In this stage of life, I found myself picturing two schemes, the ideal and the less ideal. The ideal involves the thought that everything will be sorted and eventually things will get better. The less ideal is basically the worst case scenario, when things do not work out, and all that is left is the question, “What then?”. It’s true that even if the ideal situation is to push through, the question remains. But at least the mind is relatively clear enough to be able to slowly figure something out as previous responsibilities are off the hook.

So, looking at the mess I have imposed upon myself, I find some reason to believe that there is no point meddling with too much thoughts about how one is supposed to live life. It is brutally pointless to look back and regret some previous decisions you made, as much as it is to fantasize how someday it will treat you fairly with the aspirations or effort you have put in for years. It is too masochistic to beat oneself up to be distressed about the present that one has brought upon as a consequence of past choices, and also to be only prophesying how bleak the future will be because of current uncertainties. Life has never been certain anyway.

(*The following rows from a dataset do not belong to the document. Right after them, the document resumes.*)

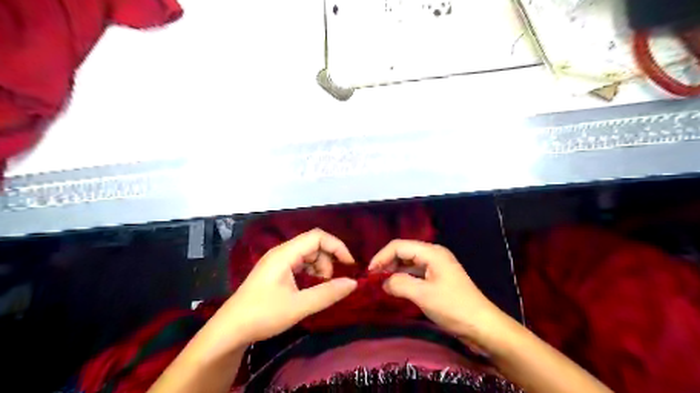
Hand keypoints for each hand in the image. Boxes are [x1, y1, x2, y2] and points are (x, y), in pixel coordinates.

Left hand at [211, 231, 355, 346]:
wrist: (230, 330)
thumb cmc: (262, 315)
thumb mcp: (298, 306)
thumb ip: (327, 294)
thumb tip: (353, 283)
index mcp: (285, 253)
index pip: (317, 236)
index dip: (337, 246)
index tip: (350, 265)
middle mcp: (281, 252)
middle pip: (313, 245)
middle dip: (328, 262)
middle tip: (330, 285)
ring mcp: (278, 262)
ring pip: (308, 256)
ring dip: (319, 270)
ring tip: (318, 291)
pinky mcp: (276, 272)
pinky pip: (300, 265)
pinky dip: (310, 275)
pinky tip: (309, 291)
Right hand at [368, 238, 499, 342]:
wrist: (483, 326)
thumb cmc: (454, 307)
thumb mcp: (423, 295)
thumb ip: (399, 284)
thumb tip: (383, 282)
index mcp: (432, 252)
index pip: (399, 246)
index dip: (381, 256)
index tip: (369, 273)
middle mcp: (434, 254)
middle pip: (404, 251)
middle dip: (387, 262)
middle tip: (373, 278)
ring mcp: (437, 266)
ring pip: (409, 262)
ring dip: (394, 270)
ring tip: (381, 283)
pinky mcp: (438, 278)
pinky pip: (416, 272)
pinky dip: (404, 278)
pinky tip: (396, 287)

The only way to go on as one keeps some sanity in tact will be to balance out all the pandemonium surrounding it. When worrying too much about the future, it signals the need for the little pleasures that will elucidate how life can be worth living, without adding further responsibilities that could get out of hand. When ecstatic and in favorable conditions, reserve judgment to avoid meaningless pledges or sickly sweet nothings. Make sensible priorities, then follow through. Take a breather. Then go again.

It’s a struggle, but what else can you do other than make your way through it somehow, if death is not considered an option?